# Problem statement:
Pictures do not belong in the copy. Return all of the entries exactly.

# Data records:
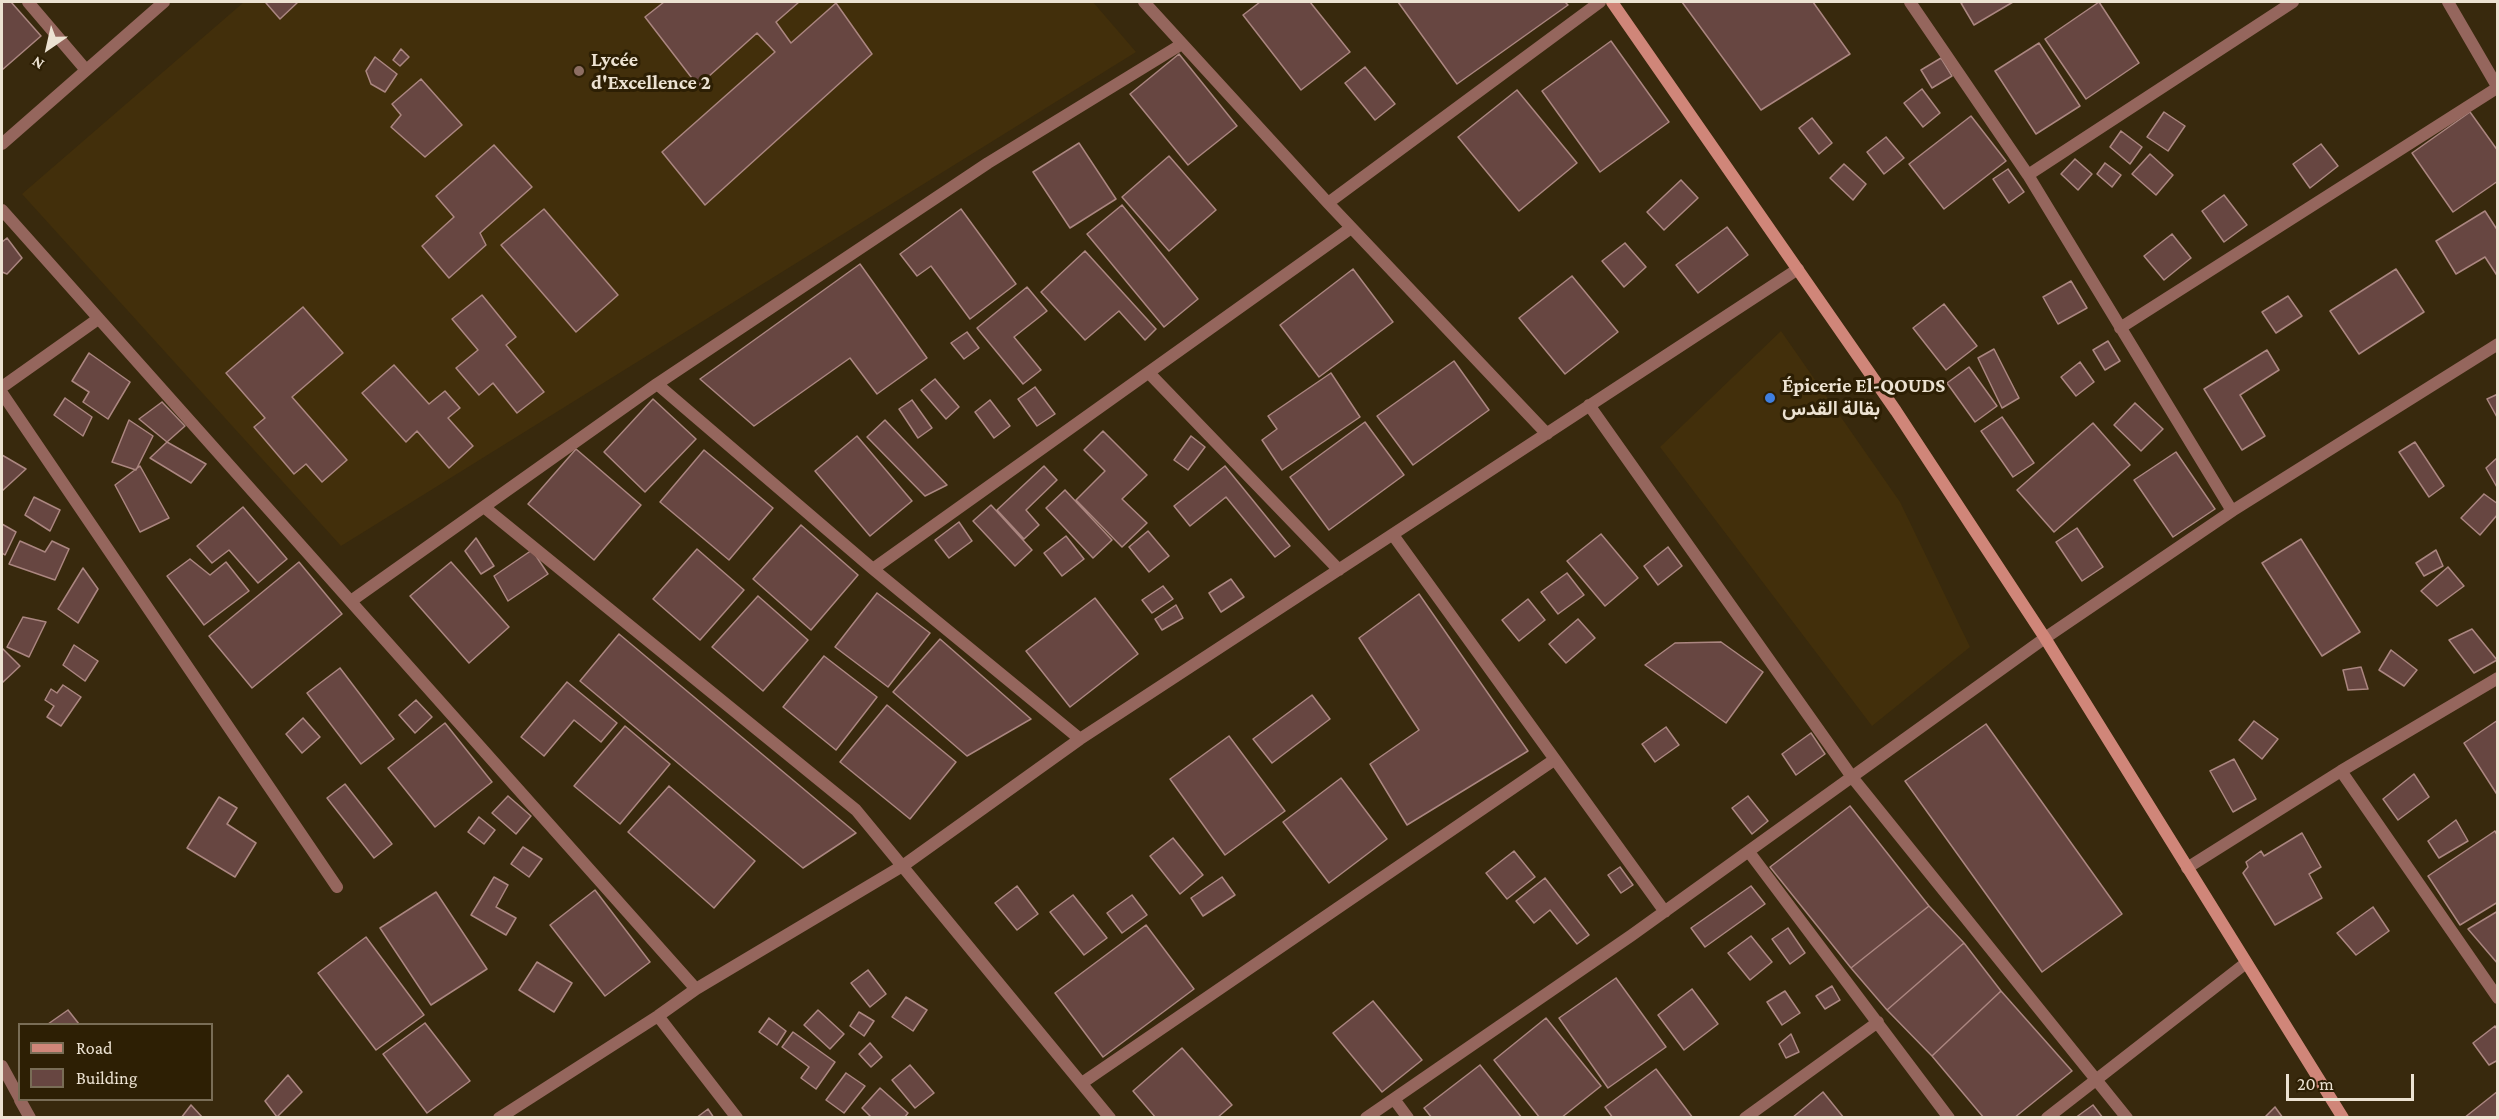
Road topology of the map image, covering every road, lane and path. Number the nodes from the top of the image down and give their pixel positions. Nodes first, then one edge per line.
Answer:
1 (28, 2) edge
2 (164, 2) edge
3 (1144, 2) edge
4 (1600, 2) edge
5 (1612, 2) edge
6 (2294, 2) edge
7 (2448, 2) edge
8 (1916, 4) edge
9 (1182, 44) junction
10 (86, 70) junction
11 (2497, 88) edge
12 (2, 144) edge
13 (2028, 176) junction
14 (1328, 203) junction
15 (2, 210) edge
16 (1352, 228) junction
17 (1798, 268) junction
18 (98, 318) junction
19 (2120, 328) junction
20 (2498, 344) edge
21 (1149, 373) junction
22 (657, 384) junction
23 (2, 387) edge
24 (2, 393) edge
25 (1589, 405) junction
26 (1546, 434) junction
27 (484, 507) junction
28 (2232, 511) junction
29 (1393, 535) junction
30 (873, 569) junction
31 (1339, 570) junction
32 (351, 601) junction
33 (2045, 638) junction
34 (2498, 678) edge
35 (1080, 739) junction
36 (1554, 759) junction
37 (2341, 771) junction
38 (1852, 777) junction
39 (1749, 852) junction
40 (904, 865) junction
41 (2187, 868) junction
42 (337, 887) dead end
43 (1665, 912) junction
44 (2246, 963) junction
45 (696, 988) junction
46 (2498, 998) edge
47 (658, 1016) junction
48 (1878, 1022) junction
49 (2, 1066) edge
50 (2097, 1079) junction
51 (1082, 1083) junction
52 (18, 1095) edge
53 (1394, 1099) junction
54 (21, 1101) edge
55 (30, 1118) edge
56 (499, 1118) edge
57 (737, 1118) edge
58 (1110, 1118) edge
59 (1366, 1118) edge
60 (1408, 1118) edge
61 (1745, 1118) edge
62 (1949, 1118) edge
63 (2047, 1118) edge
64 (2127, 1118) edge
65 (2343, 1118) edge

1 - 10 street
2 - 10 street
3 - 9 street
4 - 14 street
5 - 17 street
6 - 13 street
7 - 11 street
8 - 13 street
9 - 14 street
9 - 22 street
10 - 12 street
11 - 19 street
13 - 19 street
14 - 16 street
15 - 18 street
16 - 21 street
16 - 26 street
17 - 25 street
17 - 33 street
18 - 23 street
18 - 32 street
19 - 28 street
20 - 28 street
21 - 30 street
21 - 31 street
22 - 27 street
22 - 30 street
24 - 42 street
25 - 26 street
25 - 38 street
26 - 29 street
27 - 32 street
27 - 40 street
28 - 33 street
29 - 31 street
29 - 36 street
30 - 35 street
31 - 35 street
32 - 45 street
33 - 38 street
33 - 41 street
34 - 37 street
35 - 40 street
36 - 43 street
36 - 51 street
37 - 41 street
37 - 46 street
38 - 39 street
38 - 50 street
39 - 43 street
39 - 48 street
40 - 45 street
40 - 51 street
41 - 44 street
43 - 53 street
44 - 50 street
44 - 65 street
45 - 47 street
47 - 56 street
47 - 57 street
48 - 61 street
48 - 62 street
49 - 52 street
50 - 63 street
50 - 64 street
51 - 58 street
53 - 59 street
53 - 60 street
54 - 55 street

# Solution to this exercise:
Road topology of the map image, covering every road, lane and path. Number the nodes from the top of the image down and give their pixel positions. Nodes first, then one edge per line.
Answer:
1 (28, 2) edge
2 (164, 2) edge
3 (1144, 2) edge
4 (1600, 2) edge
5 (1612, 2) edge
6 (2294, 2) edge
7 (2448, 2) edge
8 (1916, 4) edge
9 (1182, 44) junction
10 (86, 70) junction
11 (2497, 88) edge
12 (2, 144) edge
13 (2028, 176) junction
14 (1328, 203) junction
15 (2, 210) edge
16 (1352, 228) junction
17 (1798, 268) junction
18 (98, 318) junction
19 (2120, 328) junction
20 (2498, 344) edge
21 (1149, 373) junction
22 (657, 384) junction
23 (2, 387) edge
24 (2, 393) edge
25 (1589, 405) junction
26 (1546, 434) junction
27 (484, 507) junction
28 (2232, 511) junction
29 (1393, 535) junction
30 (873, 569) junction
31 (1339, 570) junction
32 (351, 601) junction
33 (2045, 638) junction
34 (2498, 678) edge
35 (1080, 739) junction
36 (1554, 759) junction
37 (2341, 771) junction
38 (1852, 777) junction
39 (1749, 852) junction
40 (904, 865) junction
41 (2187, 868) junction
42 (337, 887) dead end
43 (1665, 912) junction
44 (2246, 963) junction
45 (696, 988) junction
46 (2498, 998) edge
47 (658, 1016) junction
48 (1878, 1022) junction
49 (2, 1066) edge
50 (2097, 1079) junction
51 (1082, 1083) junction
52 (18, 1095) edge
53 (1394, 1099) junction
54 (21, 1101) edge
55 (30, 1118) edge
56 (499, 1118) edge
57 (737, 1118) edge
58 (1110, 1118) edge
59 (1366, 1118) edge
60 (1408, 1118) edge
61 (1745, 1118) edge
62 (1949, 1118) edge
63 (2047, 1118) edge
64 (2127, 1118) edge
65 (2343, 1118) edge

1 - 10 street
2 - 10 street
3 - 9 street
4 - 14 street
5 - 17 street
6 - 13 street
7 - 11 street
8 - 13 street
9 - 14 street
9 - 22 street
10 - 12 street
11 - 19 street
13 - 19 street
14 - 16 street
15 - 18 street
16 - 21 street
16 - 26 street
17 - 25 street
17 - 33 street
18 - 23 street
18 - 32 street
19 - 28 street
20 - 28 street
21 - 30 street
21 - 31 street
22 - 27 street
22 - 30 street
24 - 42 street
25 - 26 street
25 - 38 street
26 - 29 street
27 - 32 street
27 - 40 street
28 - 33 street
29 - 31 street
29 - 36 street
30 - 35 street
31 - 35 street
32 - 45 street
33 - 38 street
33 - 41 street
34 - 37 street
35 - 40 street
36 - 43 street
36 - 51 street
37 - 41 street
37 - 46 street
38 - 39 street
38 - 50 street
39 - 43 street
39 - 48 street
40 - 45 street
40 - 51 street
41 - 44 street
43 - 53 street
44 - 50 street
44 - 65 street
45 - 47 street
47 - 56 street
47 - 57 street
48 - 61 street
48 - 62 street
49 - 52 street
50 - 63 street
50 - 64 street
51 - 58 street
53 - 59 street
53 - 60 street
54 - 55 street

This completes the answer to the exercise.